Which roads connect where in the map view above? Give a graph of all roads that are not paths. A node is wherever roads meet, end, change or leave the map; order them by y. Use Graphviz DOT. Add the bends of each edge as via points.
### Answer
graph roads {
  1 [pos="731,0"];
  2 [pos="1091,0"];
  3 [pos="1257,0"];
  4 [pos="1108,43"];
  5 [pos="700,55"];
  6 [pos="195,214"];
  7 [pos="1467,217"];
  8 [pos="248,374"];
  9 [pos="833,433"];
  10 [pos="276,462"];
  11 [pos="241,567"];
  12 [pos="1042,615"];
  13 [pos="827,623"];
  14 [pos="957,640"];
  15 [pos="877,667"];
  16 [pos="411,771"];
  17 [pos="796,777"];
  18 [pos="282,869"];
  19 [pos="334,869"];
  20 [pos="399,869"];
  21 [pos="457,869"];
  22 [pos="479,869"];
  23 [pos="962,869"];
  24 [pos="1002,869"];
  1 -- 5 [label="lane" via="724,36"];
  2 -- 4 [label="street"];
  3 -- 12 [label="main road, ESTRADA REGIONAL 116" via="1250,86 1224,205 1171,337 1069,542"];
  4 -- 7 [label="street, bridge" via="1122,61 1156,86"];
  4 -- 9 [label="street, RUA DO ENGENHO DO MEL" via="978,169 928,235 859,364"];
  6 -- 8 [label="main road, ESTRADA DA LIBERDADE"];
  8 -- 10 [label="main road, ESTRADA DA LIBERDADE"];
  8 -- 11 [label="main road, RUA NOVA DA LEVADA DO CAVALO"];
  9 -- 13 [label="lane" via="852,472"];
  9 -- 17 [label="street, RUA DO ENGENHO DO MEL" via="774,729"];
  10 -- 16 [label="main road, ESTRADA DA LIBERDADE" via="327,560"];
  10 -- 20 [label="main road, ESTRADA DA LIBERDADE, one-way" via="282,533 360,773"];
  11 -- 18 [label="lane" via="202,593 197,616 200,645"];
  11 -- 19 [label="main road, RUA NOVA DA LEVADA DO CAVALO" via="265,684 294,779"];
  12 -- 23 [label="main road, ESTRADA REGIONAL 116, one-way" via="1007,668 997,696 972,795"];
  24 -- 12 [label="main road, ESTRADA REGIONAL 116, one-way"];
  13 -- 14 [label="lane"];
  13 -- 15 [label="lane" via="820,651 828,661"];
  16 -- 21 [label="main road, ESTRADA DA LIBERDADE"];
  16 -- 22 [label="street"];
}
---+---
• _What this task involves_: Show the lines of the entries that include the string "REGIONAL", copying each in full.

• _Output_:
  3 -- 12 [label="main road, ESTRADA REGIONAL 116" via="1250,86 1224,205 1171,337 1069,542"];
  12 -- 23 [label="main road, ESTRADA REGIONAL 116, one-way" via="1007,668 997,696 972,795"];
  24 -- 12 [label="main road, ESTRADA REGIONAL 116, one-way"];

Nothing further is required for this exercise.